▶ **RECORD EXTRACTS**:

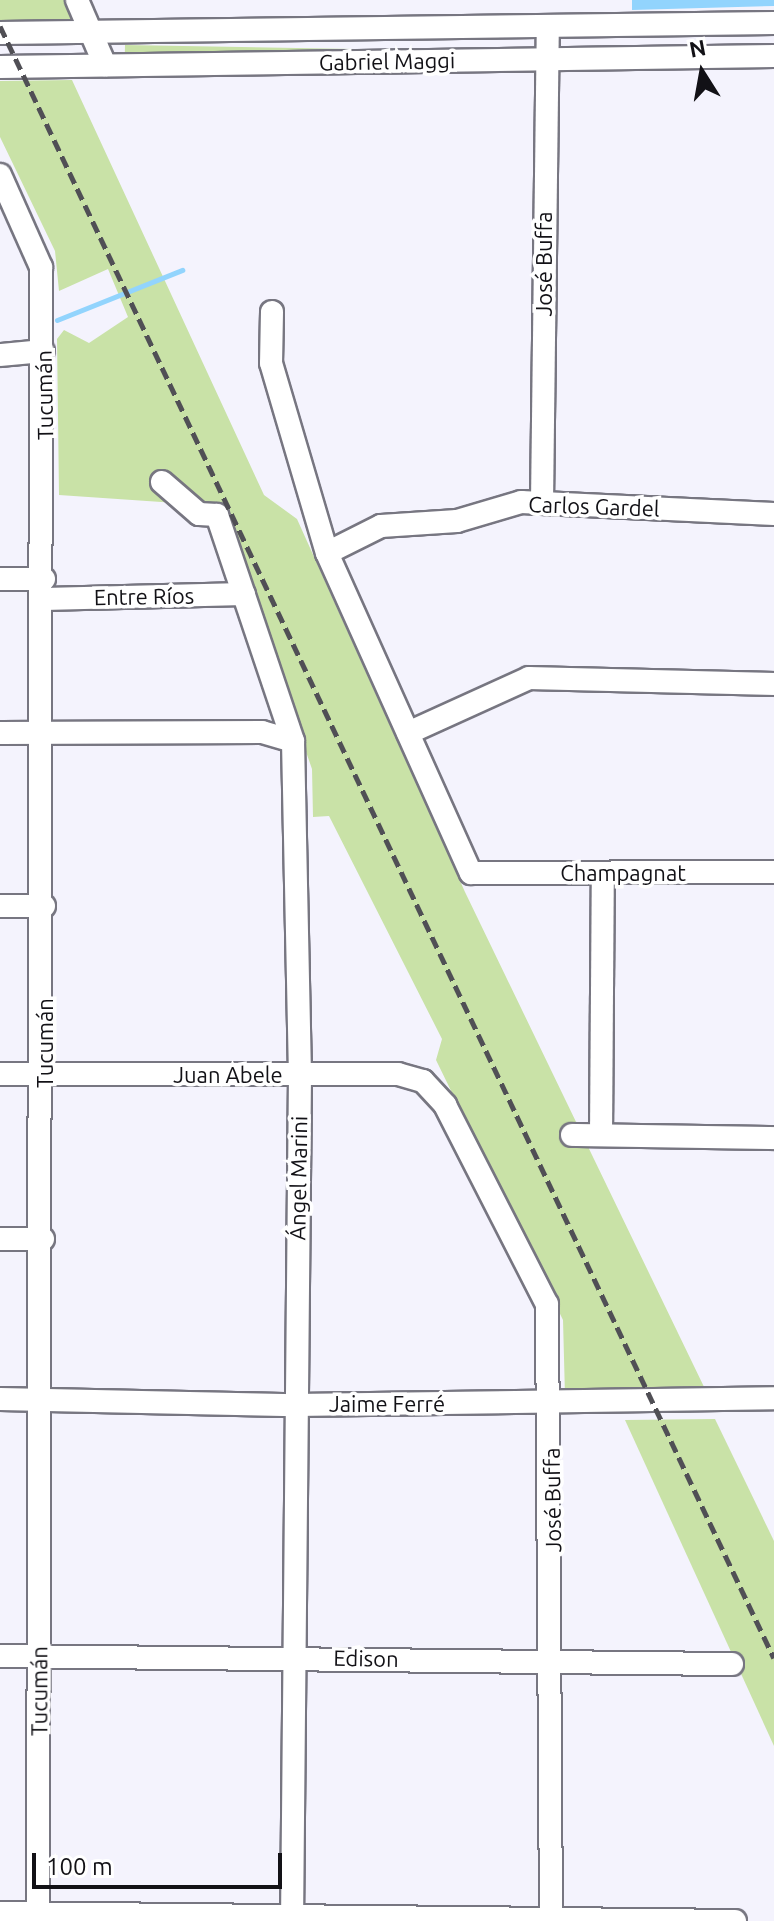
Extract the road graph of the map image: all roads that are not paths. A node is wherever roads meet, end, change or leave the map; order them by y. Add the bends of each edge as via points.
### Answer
1 (77, 0) edge
2 (774, 23) edge
3 (548, 26) junction
4 (443, 27) junction
5 (91, 32) junction
6 (0, 33) edge
7 (774, 56) edge
8 (548, 59) junction
9 (443, 60) junction
10 (105, 65) junction
11 (0, 67) edge
12 (0, 175) edge
13 (272, 312) dead end
14 (43, 351) junction
15 (0, 355) edge
16 (162, 482) dead end
17 (542, 503) junction
18 (774, 514) edge
19 (327, 553) junction
20 (0, 579) edge
21 (44, 589) junction
22 (244, 594) junction
23 (774, 684) edge
24 (0, 733) edge
25 (44, 733) junction
26 (408, 733) junction
27 (293, 741) junction
28 (774, 872) edge
29 (603, 873) junction
30 (0, 906) edge
31 (44, 906) junction
32 (0, 1074) edge
33 (45, 1075) junction
34 (300, 1075) junction
35 (445, 1105) joint
36 (572, 1135) dead end
37 (601, 1135) junction
38 (774, 1138) edge
39 (0, 1239) edge
40 (43, 1239) junction
41 (774, 1398) edge
42 (0, 1399) edge
43 (42, 1399) junction
44 (550, 1403) junction
45 (295, 1405) junction
46 (0, 1656) edge
47 (39, 1657) junction
48 (293, 1657) junction
49 (555, 1661) junction
50 (732, 1664) dead end
51 (0, 1913) edge
52 (38, 1917) edge
53 (292, 1917) edge
54 (551, 1919) edge
55 (735, 1921) edge

1 - 5 street
2 - 3 street, Gabriel Maggi
3 - 4 street, Gabriel Maggi
3 - 8 street, José Buffa
4 - 5 street, Gabriel Maggi
4 - 9 street
5 - 6 street, Gabriel Maggi
5 - 10 street
7 - 8 street, Gabriel Maggi
8 - 9 street, Gabriel Maggi
8 - 17 street, José Buffa
9 - 10 street, Gabriel Maggi
10 - 11 street, Gabriel Maggi
12 - 14 street, Tucumán via 38,255
13 - 19 street via 271,363
14 - 15 street
14 - 21 street, Tucumán
16 - 22 street, Ángel Marini via 191,509 217,515
17 - 18 street, Carlos Gardel
17 - 19 street, Carlos Gardel via 457,521 403,520
19 - 26 street
20 - 21 street, Entre Ríos
21 - 22 street, Entre Ríos
21 - 25 street, Tucumán
22 - 27 street, Ángel Marini
23 - 26 street via 529,678
24 - 25 street
25 - 27 street via 262,732
25 - 31 street, Tucumán
26 - 29 street, Champagnat via 471,873
27 - 34 street, Ángel Marini
28 - 29 street, Champagnat
29 - 37 street
30 - 31 street
31 - 33 street, Tucumán
32 - 33 street, Juan Abele
33 - 34 street, Juan Abele
33 - 40 street, Tucumán
34 - 35 street, Juan Abele via 398,1074 423,1081
34 - 45 street, Ángel Marini
35 - 44 street, José Buffa via 547,1304
36 - 37 street
37 - 38 street
39 - 40 street
40 - 43 street, Tucumán
41 - 44 street, Jaime Ferré
42 - 43 street, Jaime Ferré
43 - 45 street, Jaime Ferré
43 - 47 street, Tucumán
44 - 45 street, Jaime Ferré
44 - 49 street, José Buffa
45 - 48 street, Ángel Marini
46 - 47 street, Edison
47 - 48 street, Edison
47 - 52 street, Tucumán
48 - 49 street, Edison
48 - 53 street, Ángel Marini
49 - 50 street, Edison
49 - 54 street, José Buffa
51 - 52 street
52 - 53 street
53 - 54 street
54 - 55 street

▶ **WHAT IS NEEDED**:
Report each line of the entries where the word "Carlos" occurs.

▶ **OUTPUT BELOW**:
17 - 18 street, Carlos Gardel
17 - 19 street, Carlos Gardel via 457,521 403,520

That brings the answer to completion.